Daily flyovers
Latest news for 30 June 2026
Quick hits of consequential news from all corners of the world.
- 01
IRAN
The latest.
President Trump has sent envoys Rubio and Witkoff to Qatar to continue peace talks with Iran, amid Tehran’s denials any such talks are even scheduled. (Independent)
Comment: This looks like familiar shadow diplomacy, with both sides leaking just enough to push their narrative while maintaining plausible deniability at home. What feels new this time is the rising cross-party rancour in DC, where critics from both sides are questioning if this is a real deal or another cycle of concessions for a pause.
- 02
ARGENTINA
Top aide resigns.
President Milei’s powerful cabinet chief and longtime spokesman, Manuel Adorni, has resigned over a growing corruption scandal. (AP)
Comment: Aides come and go, but this one hits different — Adorni was one of Milei’s most effective media operators and public defenders, and Milei initially stood by him. It all now risks further damaging the “clean break from old politics” image that’s underpinned Milei’s rise to power and his ongoing ability to reform the economy.
- 03
EUROPEAN UNION
More China trade talks.
The EU has reopened high-level trade talks with China, setting a three-month deadline for progress to re-balance China’s massive trade surplus. (Politico)

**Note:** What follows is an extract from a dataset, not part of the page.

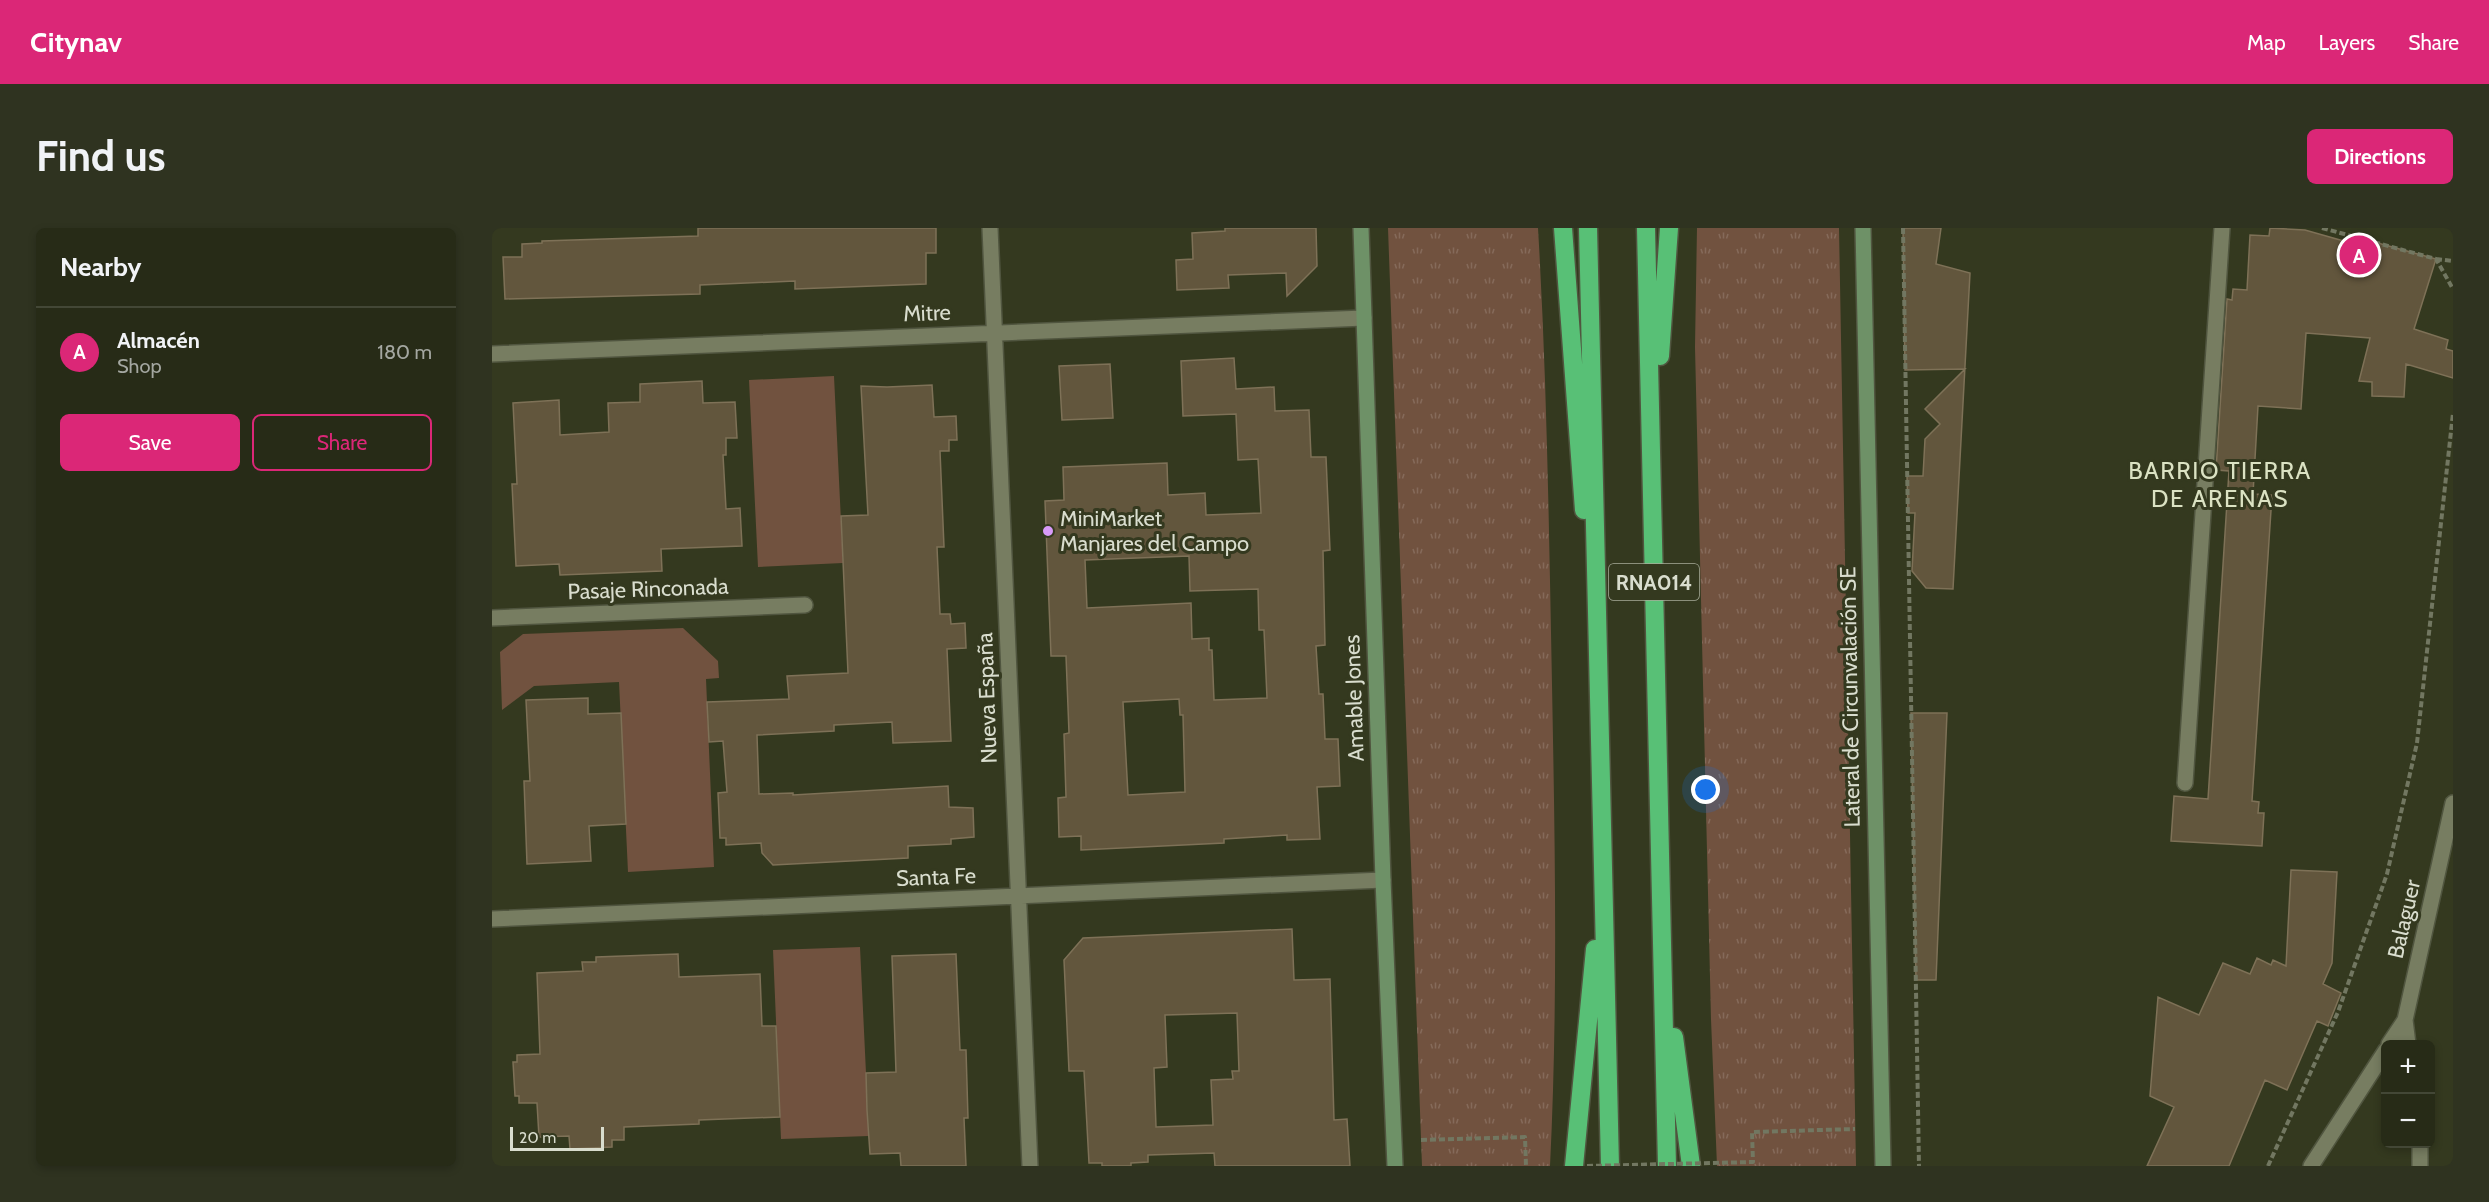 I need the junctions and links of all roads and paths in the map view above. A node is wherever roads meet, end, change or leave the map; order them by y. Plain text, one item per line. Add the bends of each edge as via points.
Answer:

Comment: Beijing is pretty experienced at forcing Europe to blink by picking off member states one-by-one. Will this time be any different? Germany’s continued industrial bleed (VW is mulling another 100k job cuts!) is pushing Berlin closer to Paris’s tougher trade stance, but we’ll believe any shift when we see it.
- 04
DR CONGO
ICJ escalation.
The DRC has filed a case at The Hague’s International Court of Justice (ICJ) holding Rwanda responsible for decades of violence in eastern Congo, including by supporting the M23 armed group. (BBC)
Comment: We at Intrigue ditched the “allegedly” around Rwanda’s M23 links years ago, but any ICJ case will now take years. In the meantime, it’s a Congolese attempt to internationalise pressure on Rwanda and shape the regional narrative.
- 05
SOUTH KOREA
Trillion dollar question.
President Lee has unveiled Korea’s largest investment package in history, pledging $1.2T over the next decade towards chips, AI, batteries, biotech, and defence. (CNA)

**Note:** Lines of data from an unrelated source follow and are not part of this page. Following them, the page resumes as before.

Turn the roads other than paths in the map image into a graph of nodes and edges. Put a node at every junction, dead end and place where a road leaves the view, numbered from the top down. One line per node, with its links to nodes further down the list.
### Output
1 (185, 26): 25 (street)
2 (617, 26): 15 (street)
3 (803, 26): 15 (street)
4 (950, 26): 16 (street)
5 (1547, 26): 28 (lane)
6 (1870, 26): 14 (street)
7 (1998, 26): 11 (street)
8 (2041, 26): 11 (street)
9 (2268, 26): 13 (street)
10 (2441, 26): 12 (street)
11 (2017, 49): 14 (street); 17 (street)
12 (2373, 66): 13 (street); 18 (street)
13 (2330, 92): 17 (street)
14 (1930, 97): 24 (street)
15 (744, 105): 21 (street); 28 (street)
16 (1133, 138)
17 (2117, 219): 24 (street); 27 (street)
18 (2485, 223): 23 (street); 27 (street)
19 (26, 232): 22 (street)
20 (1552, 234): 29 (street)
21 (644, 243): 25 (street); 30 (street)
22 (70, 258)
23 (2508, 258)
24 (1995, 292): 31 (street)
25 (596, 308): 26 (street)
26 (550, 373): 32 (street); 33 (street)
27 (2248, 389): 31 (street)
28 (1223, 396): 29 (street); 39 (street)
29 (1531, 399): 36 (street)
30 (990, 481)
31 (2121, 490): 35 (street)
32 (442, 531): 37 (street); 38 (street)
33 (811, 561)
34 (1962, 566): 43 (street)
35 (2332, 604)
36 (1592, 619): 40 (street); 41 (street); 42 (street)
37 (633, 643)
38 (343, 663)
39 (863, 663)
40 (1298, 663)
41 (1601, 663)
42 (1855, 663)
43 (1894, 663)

Comment: It’s a familiar strategy — massive state-backed bets on tech, executed by the chaebol (Korea’s family-run conglomerates). But what’s new is both a) the scale (more than half Korea’s entire GDP), and b) the timing (barely days after Japan’s Takaichi unveiled a similar package). Amid real debt and execution risks, it seems these two US allies are now embarking on a subsidy arms race to protect and expand their foothold in the free world’s broader tech stack.
- 06
UNITED STATES
Guo gets 30 years.
A federal court has sentenced exiled Chinese billionaire and vocal CCP critic Guo Wengui to 30 years in a US prison for a massive scam that defrauded investors (often inspired by his anti-CCP crusade) out of hundreds of millions. (ABC)

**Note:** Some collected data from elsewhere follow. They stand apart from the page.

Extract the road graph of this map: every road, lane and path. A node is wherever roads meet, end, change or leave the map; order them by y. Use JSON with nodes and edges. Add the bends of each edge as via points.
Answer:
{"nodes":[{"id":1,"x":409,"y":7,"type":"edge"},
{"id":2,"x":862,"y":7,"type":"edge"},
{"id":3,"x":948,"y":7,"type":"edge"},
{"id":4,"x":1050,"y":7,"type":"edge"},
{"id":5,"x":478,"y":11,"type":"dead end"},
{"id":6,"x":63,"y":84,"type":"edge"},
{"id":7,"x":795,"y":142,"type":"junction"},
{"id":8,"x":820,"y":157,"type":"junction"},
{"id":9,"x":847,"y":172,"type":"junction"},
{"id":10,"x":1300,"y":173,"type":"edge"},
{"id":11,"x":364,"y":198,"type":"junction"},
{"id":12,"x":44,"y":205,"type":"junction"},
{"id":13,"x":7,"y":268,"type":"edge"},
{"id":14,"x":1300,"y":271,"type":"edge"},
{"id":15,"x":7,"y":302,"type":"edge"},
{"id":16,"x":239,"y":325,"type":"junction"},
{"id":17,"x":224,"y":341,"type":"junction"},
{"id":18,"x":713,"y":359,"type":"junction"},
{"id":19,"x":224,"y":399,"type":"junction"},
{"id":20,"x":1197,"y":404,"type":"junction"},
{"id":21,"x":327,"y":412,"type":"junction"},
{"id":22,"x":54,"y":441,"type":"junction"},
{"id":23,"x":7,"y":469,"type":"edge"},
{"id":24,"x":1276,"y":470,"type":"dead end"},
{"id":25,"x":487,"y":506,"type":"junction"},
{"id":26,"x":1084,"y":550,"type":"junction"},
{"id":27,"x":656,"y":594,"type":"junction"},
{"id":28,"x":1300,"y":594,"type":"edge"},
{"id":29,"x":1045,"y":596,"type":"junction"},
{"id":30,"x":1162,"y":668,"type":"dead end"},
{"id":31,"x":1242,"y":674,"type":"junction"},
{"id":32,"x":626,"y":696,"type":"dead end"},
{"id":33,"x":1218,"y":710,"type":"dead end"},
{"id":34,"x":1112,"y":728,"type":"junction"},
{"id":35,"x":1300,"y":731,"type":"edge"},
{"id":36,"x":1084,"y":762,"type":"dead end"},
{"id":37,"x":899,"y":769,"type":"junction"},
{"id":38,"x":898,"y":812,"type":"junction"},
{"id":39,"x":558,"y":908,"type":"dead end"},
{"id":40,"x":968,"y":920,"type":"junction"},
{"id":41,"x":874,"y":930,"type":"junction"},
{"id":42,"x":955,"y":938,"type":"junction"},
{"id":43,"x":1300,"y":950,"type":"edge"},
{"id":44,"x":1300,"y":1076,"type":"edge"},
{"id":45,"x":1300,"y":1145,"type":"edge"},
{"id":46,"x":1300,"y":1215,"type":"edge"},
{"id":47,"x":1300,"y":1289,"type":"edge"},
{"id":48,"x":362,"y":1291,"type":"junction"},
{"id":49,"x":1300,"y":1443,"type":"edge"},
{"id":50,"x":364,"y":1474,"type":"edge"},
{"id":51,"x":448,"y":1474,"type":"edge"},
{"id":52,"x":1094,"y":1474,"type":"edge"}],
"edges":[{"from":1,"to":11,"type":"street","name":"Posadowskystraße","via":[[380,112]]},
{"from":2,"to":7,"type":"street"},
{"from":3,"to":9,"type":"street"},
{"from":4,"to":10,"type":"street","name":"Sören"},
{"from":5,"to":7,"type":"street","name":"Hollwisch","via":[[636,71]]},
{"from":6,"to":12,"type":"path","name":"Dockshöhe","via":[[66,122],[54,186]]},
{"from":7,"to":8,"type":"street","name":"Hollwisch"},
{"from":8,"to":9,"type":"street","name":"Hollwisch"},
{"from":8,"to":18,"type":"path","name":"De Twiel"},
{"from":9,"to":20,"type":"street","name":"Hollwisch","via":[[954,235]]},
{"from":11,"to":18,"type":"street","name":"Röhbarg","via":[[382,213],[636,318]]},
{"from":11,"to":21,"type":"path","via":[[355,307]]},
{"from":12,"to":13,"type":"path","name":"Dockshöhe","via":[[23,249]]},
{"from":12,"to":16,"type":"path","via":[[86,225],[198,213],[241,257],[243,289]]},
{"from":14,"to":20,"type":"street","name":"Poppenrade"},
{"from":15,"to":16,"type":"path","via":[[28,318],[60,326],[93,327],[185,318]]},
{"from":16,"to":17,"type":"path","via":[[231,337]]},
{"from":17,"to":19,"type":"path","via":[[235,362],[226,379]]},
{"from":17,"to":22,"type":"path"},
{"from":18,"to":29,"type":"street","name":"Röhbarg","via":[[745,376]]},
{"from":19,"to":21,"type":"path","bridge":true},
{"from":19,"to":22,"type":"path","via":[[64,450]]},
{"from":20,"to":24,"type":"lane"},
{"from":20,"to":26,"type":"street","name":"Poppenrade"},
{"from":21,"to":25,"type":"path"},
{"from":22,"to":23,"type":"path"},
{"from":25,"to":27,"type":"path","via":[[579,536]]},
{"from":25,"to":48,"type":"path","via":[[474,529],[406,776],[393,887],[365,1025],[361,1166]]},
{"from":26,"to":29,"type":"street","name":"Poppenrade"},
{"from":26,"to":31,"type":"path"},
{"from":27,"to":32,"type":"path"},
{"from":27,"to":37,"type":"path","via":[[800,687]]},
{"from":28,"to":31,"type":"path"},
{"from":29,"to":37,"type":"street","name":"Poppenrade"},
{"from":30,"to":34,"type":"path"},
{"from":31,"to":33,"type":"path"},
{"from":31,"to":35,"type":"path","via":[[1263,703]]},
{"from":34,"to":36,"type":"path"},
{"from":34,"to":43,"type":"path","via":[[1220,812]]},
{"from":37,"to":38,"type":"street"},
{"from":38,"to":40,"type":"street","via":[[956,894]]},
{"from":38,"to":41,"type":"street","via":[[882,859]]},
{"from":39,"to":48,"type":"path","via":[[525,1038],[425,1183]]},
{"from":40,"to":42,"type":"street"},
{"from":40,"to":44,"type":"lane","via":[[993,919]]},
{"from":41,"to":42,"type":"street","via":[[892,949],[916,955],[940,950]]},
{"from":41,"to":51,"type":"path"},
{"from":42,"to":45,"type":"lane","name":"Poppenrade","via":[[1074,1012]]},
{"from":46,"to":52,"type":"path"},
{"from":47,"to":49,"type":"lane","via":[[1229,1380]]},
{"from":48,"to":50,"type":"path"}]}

Comment: Beijing is already using Guo’s conviction as vindication of something the ruling Party has claimed all along: its loudest critics are grifters.
- 07
MONACO
Trouble in paradise?
A parcel bomb has rocked a luxury residential building in central Monaco, injuring Russia-linked and Ukrainian-born oligarch Vadym Yermolaiev and two family members. Local authorities say the unnamed suspect has fled to France. (AP)
Comment: It’s a rare security breach in a tax haven that markets itself as a safe port for the world’s rich. Prosecutors are staying tight-lipped, but Yermolaiev had no shortage of enemies, whether rival oligarchs, Ukraine’s security services (over his Russia links), or even Putin’s hitmen (some claim Yermolaiev played both sides).